Bill Brunson, Royal College of Music, Stockholm
[JB note – I type this sitting under the Sound Dome in ‘Lilla Salen’, one of the Royal College’s lecture theatres. It appears to be an array of 13, 8 and 4 speakers arranged in concentric circles above a non-raked 100-ish seater auditorium in a large black box space, with options additional floor-level speakers in a circle. We can also see a big stereo FOH ceiling PA and four subs in the corners of the space. I’m sure we’ll hear more – in both senses of the phrase – soon].
Bill begins with a description of his own background, and like many at ARP he traces his first inspiration back to the moment he first heard the Beatles. He tells stories about his enthusiasm for acquisitiveness in audio, having recently bought three SSL desks after using one for a particular session in an opera house (he notes that, as a Texan, he believes everything should be big).

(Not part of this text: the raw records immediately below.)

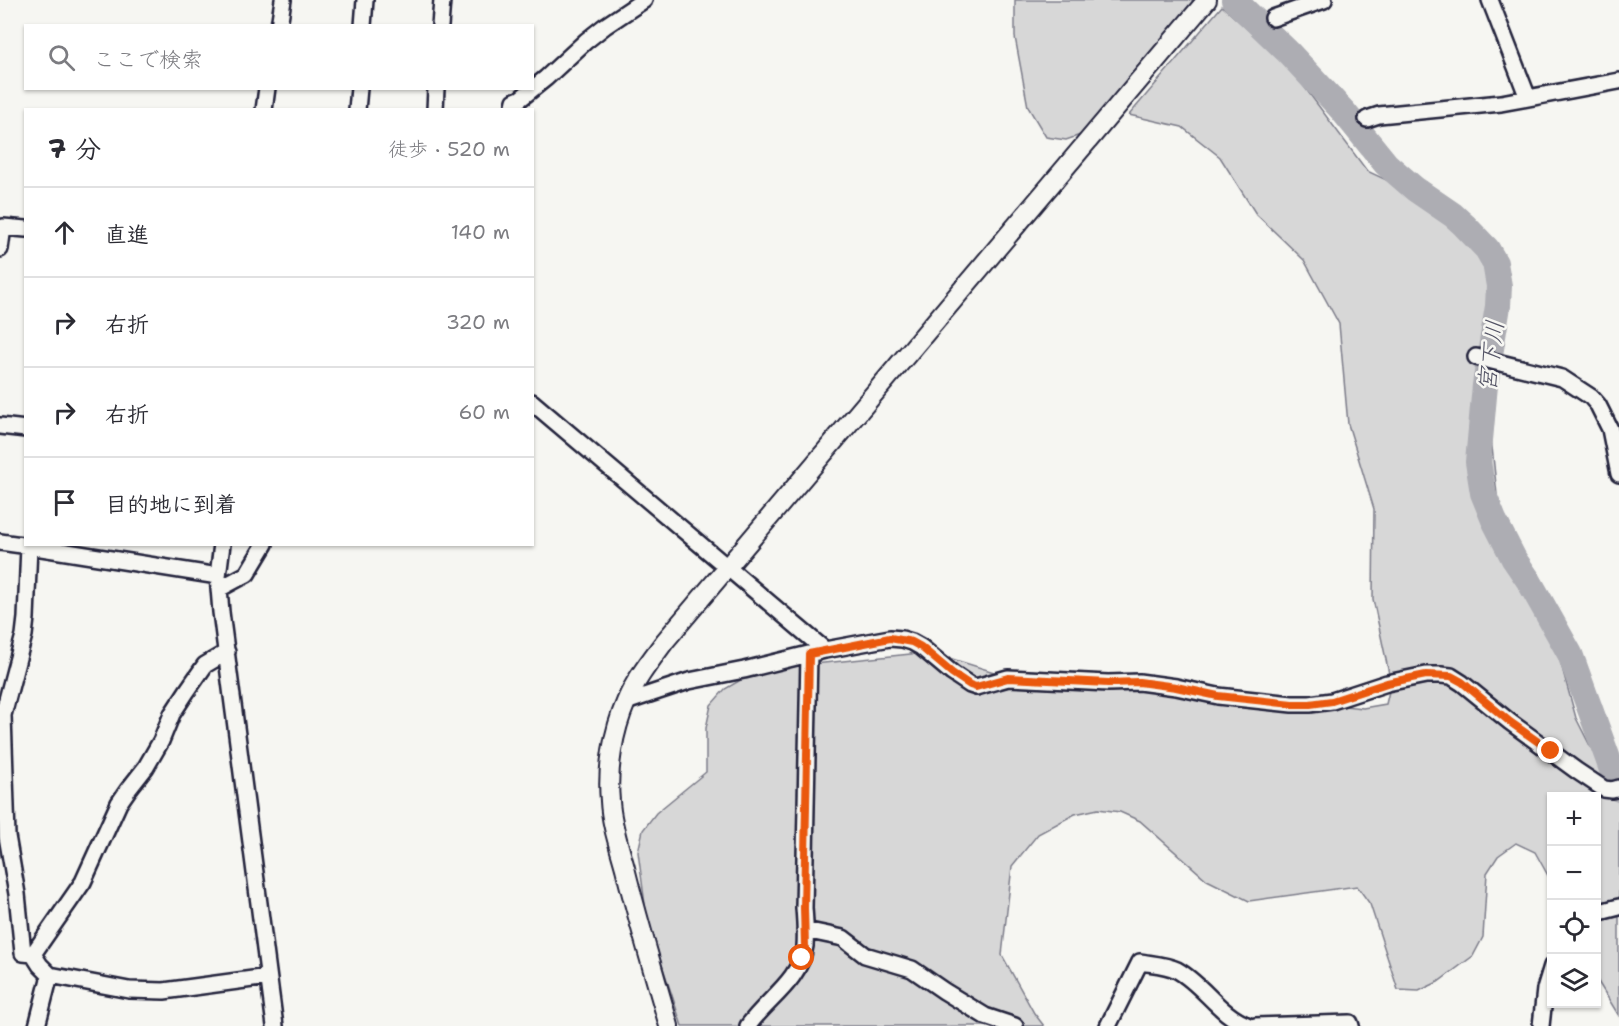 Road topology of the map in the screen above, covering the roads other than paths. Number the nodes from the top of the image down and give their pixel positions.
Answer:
1 (283, 0) edge
2 (365, 0) edge
3 (442, 0) edge
4 (644, 0) edge
5 (1207, 0) edge
6 (1324, 0) edge
7 (1490, 0) edge
8 (1273, 18) dead end
9 (279, 24) edge
10 (363, 24) edge
11 (440, 24) edge
12 (1619, 81) edge
13 (534, 88) edge
14 (267, 90) edge
15 (359, 90) edge
16 (436, 90) edge
17 (531, 90) edge
18 (1528, 98) junction
19 (264, 108) edge
20 (357, 108) edge
21 (435, 108) edge
22 (513, 108) edge
23 (1367, 119) dead end
24 (24, 229) edge
25 (0, 249) edge
26 (1476, 357) dead end
27 (534, 404) edge
28 (0, 426) edge
29 (24, 429) edge
30 (1619, 468) edge
31 (1619, 474) edge
32 (0, 543) edge
33 (24, 545) edge
34 (29, 546) edge
35 (34, 546) edge
36 (222, 546) edge
37 (264, 546) edge
38 (728, 568) junction
39 (219, 583) junction
40 (825, 650) junction
41 (227, 652) junction
42 (809, 654) junction
43 (626, 702) junction
44 (1616, 789) edge
45 (3, 836) edge
46 (1619, 907) edge
47 (1601, 912) edge
48 (805, 930) junction
49 (33, 954) junction
50 (50, 975) junction
51 (268, 977) junction
52 (1547, 981) edge
53 (38, 1026) edge
54 (275, 1026) edge
55 (669, 1026) edge
56 (748, 1026) edge
57 (1015, 1026) edge
58 (1108, 1026) edge
59 (1249, 1026) edge
60 (1255, 1026) edge
61 (1352, 1026) edge
62 (1541, 1026) edge

1 - 9 street
2 - 10 street
3 - 11 street
4 - 13 street
5 - 38 street
6 - 8 street
7 - 18 street
12 - 18 street
14 - 19 street
15 - 20 street
16 - 21 street
17 - 22 street
18 - 23 street
24 - 25 street
26 - 30 street
27 - 38 street
28 - 29 street
30 - 31 street
32 - 33 street
34 - 45 street
35 - 39 street
36 - 39 street
37 - 39 street
38 - 40 street
38 - 43 street
39 - 41 street
40 - 42 street
40 - 44 street
41 - 49 street
41 - 51 street
42 - 43 street
42 - 48 street
43 - 55 street
45 - 49 street
46 - 47 street
48 - 56 street
48 - 57 street
49 - 50 street
50 - 51 street
50 - 53 street
51 - 54 street
52 - 62 street
58 - 59 street
60 - 61 street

We now hear an historical description of Stockholm’s Royal College of Music (Kungl Musikhögskolan), going back to the Olympic building of 1912. He leads us through the architectural history, and shares the difficulties of incorporating their SSL 4000 into the older College spaces.
He asks us “when you entered the building through the cafeteria, did you hear it?” and notes the remarkable acoustic treatment in the atrium. All the spaces, including the one we’re in, have layers of purpose – lecture space, performance space, rehearsal room etc. Each performance-specific space in the new build is optimised for particular genres or purposes, including recording.
Mixers, Bill says, have lots of inputs but relatively few outputs. This space, for example, can handle 49 outputs. You need a big desk for this. So they researched the BBC, and used a broadcast infrastructure to choose devices and outputs routing. We now see a physical map of the spaces, followed by an unapologetically complicated back-end diagram of the 32,000 (!) digital lines running by optic fibre through the building (audio over Ethernet/CAT6).
Bill claps his hands. This room (Lilla Salen) has an RT60 of around 1sec, making it fairly dead, but ambient enough to be mentally tolerable for regular speech.
Including the floor speakers (with the three hanging arrays above) the full surround system is 44:4.
We see some of the various surround systems that Bill researched, including Salle Olivier Messiaen – Radio France, and SARC in Belfast, plus IRCAM Espace De Projection, and Sweden’s own Audiorama – a 17.4 system.
We now return to concepts of spatilization, and Bill provides 19thC and earlier classical music examples of composers who intended this effect for audiences.
Fantasia was the first surround sound movie (Fantasound); Bill mentions Cinerama as a visual equivalent. The Philips Pavilion (1958) has hundreds of speakers. The Spherical Halls enabled Stockhausen and others to create full 3D audience experiences, including above and below. Film was the main driver of multi-channel (rather than music) and Bill notes that many music industry people didn’t even think stereo was a good idea.

Stockhausen’s Spherical Concert Hall
The film industry needs to deliver product to a predictable format for theatres – e.g. DVD 5.1 and Blu-Ray 7.1. Bill argued for industry compatibility in his Stockholm projects.
The paradigms for audio could be seen as 1, 2, 4, 8 and ‘many’. Where does ‘immersion’ happen – the answer is ‘everywhere’. Humans, Bill says, evolved outdoors, and moved indoors as societies developed – he relates this to the drying out of church reverb times over generations, contrasting the musical detail of a Leipzig venue’s space with the harmony blurring of a typical stone cathedral.
From the listener perspective, all directions are equal. There is a sweet spot but it’s not mission critical – listeners can move around the ring and still have a good experience.
Is any sound rendering realistic? Billa rgues that all sound is imaginary/unreal, but perceptually tangible.
Pierre Schaeffer’s acousmatic music implied that there is ‘nothing to see’. He (and Varese) did not necessarily need pre-defined objects (e.g. violins) to make sounds. Techniques such as harmony, melody or counterpoint is, he suggests, a narrow subset of music (as defined more purely as any ‘organised sound’). Being ‘musical’ is experiential and contextual – and it is in the ear of the beholder.
And finally to the audio. We hear – in the full sound speaker array – the following works. [JB note – it’s hard to put across this experience in blog form. Insert amazement-related adjective of your choice.]